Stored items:
══════
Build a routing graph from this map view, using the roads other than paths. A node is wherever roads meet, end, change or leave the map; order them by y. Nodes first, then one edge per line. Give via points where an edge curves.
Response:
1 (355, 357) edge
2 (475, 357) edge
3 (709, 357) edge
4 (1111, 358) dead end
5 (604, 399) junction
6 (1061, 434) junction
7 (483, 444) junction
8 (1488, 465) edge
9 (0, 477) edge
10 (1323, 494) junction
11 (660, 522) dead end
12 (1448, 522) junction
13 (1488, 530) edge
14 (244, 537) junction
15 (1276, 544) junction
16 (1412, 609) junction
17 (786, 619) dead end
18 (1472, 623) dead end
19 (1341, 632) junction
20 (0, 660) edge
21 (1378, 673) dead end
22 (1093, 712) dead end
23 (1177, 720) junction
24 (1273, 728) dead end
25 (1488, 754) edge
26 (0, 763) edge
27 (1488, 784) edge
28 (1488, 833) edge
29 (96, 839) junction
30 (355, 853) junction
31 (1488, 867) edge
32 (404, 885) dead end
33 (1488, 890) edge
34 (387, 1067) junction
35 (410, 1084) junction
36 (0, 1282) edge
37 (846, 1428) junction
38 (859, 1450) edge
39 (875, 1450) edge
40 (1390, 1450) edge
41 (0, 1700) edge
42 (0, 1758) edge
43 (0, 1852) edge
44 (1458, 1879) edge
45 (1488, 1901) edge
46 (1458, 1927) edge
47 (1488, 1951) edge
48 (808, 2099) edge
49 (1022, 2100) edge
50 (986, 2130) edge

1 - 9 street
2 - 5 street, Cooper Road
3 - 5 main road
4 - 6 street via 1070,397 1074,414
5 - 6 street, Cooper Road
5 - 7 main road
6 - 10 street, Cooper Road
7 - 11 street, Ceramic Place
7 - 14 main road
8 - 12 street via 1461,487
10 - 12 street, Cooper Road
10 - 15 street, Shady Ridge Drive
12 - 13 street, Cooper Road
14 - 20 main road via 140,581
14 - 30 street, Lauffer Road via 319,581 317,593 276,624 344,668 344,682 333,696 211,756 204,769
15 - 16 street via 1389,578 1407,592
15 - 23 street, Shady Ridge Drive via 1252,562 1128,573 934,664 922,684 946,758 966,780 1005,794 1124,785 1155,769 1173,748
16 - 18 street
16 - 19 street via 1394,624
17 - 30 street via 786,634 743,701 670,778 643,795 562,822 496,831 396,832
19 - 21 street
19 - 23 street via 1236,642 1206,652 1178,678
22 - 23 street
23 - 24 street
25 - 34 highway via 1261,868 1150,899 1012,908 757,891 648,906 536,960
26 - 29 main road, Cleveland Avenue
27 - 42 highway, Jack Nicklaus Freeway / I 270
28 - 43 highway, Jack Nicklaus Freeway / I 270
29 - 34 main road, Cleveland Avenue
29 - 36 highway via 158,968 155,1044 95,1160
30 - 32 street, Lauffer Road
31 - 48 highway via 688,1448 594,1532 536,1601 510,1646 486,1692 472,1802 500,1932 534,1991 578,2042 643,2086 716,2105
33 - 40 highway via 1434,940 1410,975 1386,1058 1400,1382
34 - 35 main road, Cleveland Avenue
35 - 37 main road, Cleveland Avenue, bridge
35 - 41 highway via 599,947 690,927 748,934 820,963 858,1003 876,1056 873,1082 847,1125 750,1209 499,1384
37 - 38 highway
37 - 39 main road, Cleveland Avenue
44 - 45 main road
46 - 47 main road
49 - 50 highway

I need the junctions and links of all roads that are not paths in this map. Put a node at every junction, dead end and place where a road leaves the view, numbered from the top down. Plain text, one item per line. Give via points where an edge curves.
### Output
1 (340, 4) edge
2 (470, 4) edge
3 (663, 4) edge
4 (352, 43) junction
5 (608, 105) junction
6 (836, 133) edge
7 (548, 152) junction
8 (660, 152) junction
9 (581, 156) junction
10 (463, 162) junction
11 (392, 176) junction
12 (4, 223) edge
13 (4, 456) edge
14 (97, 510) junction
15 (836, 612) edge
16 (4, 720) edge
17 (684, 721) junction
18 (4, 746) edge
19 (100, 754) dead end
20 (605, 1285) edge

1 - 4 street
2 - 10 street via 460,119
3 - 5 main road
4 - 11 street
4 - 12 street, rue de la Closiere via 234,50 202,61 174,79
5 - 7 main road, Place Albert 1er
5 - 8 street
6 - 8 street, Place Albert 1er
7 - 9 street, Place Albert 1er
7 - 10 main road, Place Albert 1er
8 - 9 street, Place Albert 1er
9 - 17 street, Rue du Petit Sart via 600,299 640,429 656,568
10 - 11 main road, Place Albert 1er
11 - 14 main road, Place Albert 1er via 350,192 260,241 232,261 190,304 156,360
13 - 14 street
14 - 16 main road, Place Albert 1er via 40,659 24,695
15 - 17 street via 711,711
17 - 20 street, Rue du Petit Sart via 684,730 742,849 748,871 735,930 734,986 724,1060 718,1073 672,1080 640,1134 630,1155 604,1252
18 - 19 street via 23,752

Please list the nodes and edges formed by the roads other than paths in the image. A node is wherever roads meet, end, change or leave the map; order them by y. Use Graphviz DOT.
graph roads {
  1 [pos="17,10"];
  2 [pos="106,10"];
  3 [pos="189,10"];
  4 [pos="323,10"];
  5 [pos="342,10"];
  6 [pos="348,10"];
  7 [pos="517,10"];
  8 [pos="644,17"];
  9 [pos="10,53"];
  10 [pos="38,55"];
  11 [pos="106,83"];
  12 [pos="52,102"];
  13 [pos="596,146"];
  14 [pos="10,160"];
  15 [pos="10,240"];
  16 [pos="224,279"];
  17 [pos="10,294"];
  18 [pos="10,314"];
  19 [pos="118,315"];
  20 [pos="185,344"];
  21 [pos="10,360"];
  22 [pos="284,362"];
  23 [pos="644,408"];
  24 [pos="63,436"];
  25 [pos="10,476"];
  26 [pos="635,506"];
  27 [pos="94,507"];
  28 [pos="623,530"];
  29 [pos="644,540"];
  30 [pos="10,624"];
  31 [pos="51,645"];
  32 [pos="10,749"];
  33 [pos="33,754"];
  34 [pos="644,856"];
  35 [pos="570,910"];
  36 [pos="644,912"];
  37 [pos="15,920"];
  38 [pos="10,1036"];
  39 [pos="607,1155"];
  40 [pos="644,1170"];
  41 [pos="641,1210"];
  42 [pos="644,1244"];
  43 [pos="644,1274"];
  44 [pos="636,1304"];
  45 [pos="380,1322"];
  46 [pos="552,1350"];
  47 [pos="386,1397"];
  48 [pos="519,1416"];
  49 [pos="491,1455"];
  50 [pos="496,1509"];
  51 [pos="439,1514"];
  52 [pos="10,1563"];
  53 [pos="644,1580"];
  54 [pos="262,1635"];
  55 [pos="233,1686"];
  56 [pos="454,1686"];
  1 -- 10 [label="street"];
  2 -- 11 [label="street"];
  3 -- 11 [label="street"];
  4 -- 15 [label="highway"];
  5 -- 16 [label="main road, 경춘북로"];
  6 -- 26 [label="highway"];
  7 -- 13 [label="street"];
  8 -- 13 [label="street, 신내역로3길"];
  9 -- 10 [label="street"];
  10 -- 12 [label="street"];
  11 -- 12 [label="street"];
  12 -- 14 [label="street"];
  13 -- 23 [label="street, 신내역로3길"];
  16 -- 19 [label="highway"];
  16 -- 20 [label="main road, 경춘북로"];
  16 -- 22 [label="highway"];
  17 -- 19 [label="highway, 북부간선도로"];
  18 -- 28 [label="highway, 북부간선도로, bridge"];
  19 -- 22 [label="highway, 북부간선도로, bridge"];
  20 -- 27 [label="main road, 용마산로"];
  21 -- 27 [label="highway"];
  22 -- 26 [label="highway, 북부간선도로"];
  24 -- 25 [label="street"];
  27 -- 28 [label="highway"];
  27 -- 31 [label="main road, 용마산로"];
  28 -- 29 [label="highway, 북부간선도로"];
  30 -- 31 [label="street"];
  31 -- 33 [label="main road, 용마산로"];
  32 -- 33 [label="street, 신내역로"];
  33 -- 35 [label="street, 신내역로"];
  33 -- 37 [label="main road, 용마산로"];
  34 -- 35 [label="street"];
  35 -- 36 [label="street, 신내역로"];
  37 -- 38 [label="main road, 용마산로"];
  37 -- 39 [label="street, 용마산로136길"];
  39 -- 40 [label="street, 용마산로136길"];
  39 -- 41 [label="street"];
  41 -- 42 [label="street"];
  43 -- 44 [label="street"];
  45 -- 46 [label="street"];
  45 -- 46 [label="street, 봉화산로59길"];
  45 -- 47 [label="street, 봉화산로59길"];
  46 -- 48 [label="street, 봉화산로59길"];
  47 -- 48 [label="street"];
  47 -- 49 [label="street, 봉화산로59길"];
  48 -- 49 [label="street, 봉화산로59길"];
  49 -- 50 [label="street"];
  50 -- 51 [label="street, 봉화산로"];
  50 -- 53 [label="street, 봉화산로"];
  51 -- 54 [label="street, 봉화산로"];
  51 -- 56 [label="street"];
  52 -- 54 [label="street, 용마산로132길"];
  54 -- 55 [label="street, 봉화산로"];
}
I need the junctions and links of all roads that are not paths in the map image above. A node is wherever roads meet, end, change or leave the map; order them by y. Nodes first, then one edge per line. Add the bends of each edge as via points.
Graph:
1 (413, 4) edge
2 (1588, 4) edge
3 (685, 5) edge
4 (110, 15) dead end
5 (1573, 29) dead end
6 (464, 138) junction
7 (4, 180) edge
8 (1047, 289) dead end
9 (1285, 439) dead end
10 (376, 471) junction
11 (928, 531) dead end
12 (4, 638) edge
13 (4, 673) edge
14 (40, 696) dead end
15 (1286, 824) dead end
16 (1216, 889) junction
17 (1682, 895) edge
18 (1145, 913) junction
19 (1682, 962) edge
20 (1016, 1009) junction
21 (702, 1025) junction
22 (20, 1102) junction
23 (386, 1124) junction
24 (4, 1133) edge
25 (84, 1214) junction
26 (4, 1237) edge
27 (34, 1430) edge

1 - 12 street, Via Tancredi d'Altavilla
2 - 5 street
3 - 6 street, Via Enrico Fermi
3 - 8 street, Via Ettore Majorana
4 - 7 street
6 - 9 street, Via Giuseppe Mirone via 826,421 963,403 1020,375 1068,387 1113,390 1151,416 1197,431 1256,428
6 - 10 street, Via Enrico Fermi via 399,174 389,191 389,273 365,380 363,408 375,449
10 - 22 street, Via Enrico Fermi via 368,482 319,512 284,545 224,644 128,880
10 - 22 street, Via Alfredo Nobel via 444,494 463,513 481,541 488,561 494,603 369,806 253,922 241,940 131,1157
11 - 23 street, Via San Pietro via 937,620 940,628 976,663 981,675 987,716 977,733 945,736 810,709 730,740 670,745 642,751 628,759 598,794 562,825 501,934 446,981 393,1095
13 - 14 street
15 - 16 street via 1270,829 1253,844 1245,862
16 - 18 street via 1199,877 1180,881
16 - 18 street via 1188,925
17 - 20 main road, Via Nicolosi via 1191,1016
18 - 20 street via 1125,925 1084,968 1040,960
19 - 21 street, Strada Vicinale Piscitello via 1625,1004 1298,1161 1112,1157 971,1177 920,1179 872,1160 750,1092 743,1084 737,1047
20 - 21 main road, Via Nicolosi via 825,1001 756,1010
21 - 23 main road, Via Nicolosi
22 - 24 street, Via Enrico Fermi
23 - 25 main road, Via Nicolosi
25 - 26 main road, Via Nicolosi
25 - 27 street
══════
Exercise aim: If a line in the data contains the string "that", copy it.

Answer box:
I need the junctions and links of all roads that are not paths in this map. Put a node at every junction, dead end and place where a road leaves the view, numbered from the top down. Plain text, one item per line. Give via points where an edge curves.
I need the junctions and links of all roads that are not paths in the map image above. A node is wherever roads meet, end, change or leave the map; order them by y. Nodes first, then one edge per line. Add the bends of each edge as via points.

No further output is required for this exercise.